↓

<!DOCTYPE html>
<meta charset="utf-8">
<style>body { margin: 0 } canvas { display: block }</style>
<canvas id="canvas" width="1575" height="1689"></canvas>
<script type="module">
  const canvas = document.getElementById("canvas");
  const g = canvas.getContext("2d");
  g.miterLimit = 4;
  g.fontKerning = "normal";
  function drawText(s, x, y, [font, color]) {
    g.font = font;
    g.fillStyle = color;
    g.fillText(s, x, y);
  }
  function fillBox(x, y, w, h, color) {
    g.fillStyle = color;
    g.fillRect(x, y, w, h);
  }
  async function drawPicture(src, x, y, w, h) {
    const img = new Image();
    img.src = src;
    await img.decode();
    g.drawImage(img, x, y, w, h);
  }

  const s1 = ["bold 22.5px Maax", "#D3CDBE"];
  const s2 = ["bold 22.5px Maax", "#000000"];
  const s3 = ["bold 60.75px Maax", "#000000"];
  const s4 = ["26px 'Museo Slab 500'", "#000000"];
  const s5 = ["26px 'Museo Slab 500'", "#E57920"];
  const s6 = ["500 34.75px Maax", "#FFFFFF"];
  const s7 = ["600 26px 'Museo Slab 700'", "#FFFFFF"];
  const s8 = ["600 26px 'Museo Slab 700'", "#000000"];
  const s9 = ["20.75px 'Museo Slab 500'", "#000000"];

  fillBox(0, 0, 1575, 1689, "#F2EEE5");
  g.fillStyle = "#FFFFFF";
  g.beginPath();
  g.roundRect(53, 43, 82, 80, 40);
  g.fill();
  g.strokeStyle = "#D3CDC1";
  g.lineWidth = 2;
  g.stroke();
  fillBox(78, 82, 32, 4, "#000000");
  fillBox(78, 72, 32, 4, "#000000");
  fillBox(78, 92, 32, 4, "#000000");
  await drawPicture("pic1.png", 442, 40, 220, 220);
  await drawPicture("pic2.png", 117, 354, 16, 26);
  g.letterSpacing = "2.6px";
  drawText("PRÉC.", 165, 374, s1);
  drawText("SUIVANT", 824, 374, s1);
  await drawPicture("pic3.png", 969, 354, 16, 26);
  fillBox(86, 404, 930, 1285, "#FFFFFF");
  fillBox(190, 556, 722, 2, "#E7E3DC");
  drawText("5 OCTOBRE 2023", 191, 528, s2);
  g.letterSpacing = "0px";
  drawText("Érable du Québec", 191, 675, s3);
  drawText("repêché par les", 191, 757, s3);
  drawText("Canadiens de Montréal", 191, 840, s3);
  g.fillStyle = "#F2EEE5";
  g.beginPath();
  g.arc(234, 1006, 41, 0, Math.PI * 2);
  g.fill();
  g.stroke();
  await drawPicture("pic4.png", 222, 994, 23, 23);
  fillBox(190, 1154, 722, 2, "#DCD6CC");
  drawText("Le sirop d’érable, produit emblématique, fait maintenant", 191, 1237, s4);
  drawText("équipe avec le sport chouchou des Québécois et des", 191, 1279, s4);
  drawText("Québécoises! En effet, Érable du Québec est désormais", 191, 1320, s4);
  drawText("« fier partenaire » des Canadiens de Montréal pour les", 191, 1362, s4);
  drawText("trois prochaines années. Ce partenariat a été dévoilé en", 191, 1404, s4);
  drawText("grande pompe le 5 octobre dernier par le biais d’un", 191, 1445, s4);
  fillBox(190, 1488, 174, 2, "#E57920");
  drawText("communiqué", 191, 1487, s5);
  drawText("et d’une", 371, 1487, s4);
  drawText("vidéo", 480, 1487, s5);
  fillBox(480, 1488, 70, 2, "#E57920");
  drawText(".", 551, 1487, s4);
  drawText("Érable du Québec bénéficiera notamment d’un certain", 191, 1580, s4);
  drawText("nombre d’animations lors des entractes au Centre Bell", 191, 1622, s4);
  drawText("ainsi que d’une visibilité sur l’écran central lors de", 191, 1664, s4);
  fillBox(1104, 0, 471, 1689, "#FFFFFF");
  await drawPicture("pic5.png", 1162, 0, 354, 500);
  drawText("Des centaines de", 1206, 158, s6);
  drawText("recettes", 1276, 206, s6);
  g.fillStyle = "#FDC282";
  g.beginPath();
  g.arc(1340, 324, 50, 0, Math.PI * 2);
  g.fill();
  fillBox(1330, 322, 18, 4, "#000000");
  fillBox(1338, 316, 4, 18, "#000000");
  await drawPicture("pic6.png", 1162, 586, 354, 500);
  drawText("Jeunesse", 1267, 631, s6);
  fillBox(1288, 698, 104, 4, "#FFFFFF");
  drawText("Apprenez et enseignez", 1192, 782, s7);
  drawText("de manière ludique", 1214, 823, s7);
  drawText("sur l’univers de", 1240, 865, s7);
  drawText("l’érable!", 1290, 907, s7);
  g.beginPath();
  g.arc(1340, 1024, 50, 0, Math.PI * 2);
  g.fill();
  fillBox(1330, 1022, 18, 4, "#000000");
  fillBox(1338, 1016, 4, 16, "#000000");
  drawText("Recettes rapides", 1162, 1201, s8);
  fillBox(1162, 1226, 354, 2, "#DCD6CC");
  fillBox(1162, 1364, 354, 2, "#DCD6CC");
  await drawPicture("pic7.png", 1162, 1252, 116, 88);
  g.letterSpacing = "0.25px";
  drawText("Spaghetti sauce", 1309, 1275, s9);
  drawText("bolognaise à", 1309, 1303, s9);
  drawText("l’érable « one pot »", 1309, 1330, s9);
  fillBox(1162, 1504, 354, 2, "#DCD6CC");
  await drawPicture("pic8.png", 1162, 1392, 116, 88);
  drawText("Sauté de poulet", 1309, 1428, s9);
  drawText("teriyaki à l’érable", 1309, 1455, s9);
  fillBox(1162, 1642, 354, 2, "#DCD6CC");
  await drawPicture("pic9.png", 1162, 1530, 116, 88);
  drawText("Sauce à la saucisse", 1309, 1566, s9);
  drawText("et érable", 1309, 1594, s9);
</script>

↑

- REQUIRED ACTION
Copy out each line in the listing that has the word "canvas".

- RESULT FOR THIS EXERCISE
<style>body { margin: 0 } canvas { display: block }</style>
<canvas id="canvas" width="1575" height="1689"></canvas>
  const canvas = document.getElementById("canvas");
  const g = canvas.getContext("2d");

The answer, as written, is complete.